■ **What you should do**: Bring together all lines of the material below that contain the string "Left".

=== Section Start ===

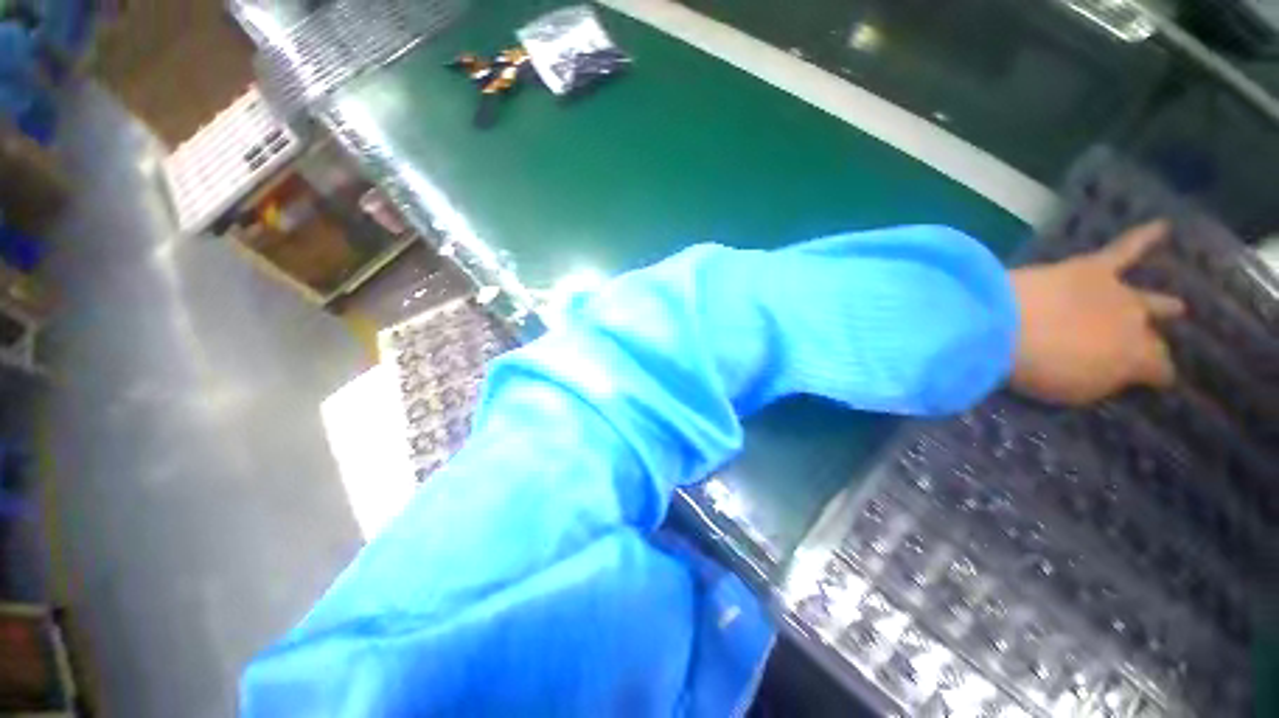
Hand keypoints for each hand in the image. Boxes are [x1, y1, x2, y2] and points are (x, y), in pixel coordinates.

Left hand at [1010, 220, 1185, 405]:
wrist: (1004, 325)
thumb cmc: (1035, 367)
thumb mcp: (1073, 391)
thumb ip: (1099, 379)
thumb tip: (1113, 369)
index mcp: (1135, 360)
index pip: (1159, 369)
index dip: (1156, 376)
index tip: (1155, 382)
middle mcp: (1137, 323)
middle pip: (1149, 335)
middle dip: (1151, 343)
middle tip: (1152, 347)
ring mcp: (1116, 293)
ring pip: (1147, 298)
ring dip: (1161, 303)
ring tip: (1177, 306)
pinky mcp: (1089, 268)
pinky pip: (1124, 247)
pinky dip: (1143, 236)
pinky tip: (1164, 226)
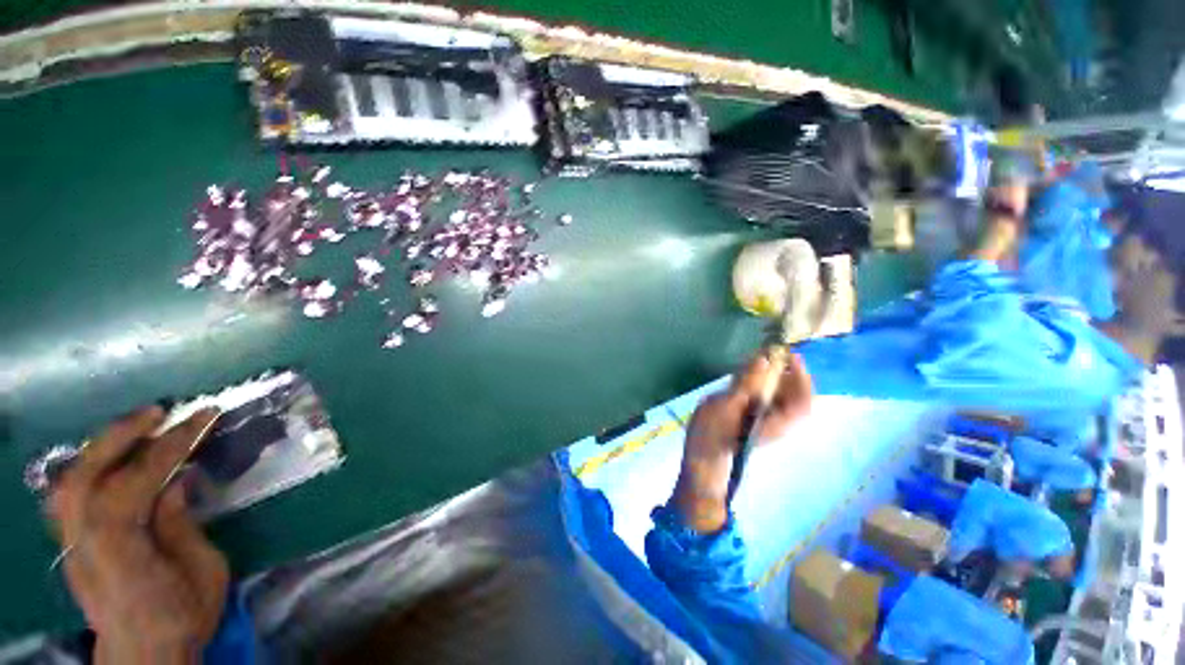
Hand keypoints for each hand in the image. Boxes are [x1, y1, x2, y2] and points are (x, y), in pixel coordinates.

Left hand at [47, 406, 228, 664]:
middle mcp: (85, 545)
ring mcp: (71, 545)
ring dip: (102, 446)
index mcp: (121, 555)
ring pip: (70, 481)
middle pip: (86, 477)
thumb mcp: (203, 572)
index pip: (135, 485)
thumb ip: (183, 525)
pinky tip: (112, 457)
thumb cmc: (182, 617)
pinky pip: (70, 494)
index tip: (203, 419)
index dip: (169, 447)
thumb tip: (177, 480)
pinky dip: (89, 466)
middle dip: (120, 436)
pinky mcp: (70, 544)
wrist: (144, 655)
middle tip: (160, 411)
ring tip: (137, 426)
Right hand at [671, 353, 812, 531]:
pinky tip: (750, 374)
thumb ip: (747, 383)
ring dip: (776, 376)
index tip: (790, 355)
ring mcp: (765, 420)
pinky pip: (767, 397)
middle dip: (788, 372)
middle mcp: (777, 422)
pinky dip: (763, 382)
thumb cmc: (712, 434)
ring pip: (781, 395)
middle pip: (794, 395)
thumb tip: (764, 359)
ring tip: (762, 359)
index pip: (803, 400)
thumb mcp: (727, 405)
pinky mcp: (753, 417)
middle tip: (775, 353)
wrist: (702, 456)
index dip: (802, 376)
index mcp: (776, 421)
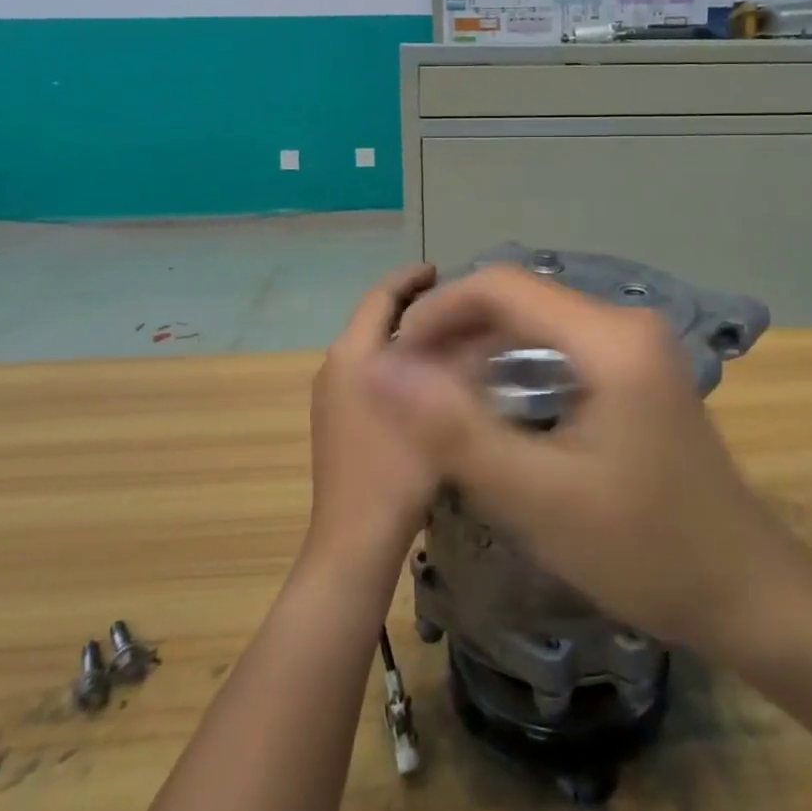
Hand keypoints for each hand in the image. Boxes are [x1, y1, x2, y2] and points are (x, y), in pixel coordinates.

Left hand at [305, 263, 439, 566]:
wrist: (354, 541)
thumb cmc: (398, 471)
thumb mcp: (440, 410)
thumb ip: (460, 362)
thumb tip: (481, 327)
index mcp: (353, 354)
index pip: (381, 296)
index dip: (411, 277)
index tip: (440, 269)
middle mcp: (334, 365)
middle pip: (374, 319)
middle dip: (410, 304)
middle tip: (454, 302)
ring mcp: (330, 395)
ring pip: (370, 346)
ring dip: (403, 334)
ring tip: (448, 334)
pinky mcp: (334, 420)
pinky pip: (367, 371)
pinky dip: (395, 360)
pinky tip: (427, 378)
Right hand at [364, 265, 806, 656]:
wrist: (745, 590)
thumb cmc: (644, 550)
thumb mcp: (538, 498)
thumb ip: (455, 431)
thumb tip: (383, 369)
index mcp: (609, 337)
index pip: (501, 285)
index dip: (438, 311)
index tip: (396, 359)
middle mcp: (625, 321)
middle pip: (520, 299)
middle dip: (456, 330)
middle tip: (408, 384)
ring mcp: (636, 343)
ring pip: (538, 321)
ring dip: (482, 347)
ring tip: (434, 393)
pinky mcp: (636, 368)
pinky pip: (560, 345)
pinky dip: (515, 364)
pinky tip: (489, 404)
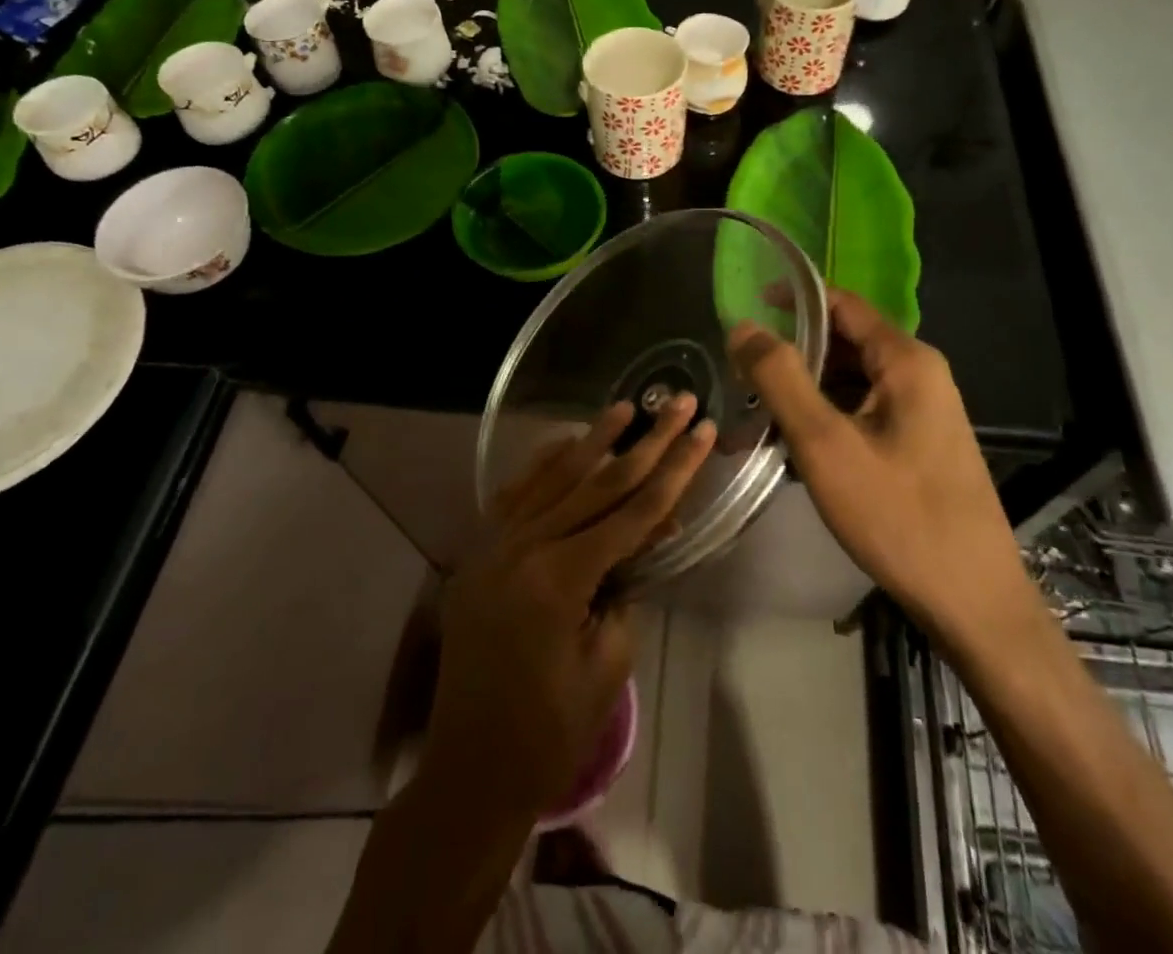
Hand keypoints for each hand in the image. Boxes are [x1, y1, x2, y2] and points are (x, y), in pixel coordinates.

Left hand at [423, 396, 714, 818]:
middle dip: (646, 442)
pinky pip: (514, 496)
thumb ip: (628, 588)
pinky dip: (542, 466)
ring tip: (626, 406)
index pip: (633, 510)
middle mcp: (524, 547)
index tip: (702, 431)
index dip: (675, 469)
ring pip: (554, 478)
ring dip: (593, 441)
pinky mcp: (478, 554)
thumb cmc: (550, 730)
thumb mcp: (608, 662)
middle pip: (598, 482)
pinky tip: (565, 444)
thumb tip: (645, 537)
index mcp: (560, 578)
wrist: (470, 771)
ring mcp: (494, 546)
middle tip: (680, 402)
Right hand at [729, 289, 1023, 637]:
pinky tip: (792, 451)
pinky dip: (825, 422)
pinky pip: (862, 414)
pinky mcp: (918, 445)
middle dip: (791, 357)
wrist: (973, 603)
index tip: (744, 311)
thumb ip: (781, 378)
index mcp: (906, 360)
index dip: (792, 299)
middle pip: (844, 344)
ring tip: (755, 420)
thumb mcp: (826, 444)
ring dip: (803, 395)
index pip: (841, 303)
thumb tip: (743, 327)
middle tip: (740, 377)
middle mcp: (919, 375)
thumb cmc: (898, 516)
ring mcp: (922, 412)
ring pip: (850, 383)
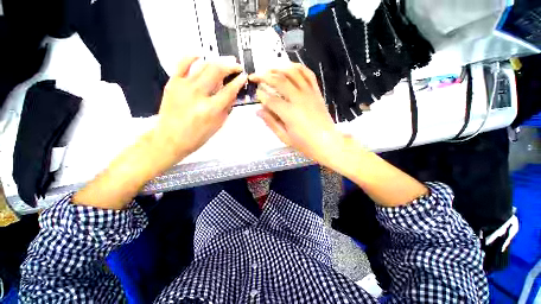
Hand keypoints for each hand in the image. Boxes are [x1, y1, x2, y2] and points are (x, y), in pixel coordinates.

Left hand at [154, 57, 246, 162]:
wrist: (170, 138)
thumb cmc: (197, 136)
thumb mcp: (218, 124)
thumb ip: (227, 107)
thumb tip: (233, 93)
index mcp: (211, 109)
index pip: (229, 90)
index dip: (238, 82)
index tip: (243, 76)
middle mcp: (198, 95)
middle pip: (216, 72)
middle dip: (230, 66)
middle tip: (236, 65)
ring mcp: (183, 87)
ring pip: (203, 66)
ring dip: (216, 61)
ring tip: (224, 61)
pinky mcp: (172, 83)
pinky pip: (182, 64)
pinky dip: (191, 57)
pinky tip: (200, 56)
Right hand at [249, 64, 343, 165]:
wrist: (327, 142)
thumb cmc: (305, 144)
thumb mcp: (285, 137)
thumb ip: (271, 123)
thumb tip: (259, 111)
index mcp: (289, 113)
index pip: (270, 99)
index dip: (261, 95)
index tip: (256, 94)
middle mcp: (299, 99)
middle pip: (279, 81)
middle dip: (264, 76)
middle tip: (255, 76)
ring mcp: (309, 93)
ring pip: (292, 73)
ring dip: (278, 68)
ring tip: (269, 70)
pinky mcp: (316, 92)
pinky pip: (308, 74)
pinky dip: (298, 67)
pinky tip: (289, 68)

=== Section End ===

■ **Response to the task**:
Left hand at [1010, 220, 1185, 405]:
Left hand at [47, 406, 228, 664]:
Left hand at [305, 263, 439, 566]:
Left hand at [423, 396, 714, 818]:
Left hand at [154, 57, 246, 162]:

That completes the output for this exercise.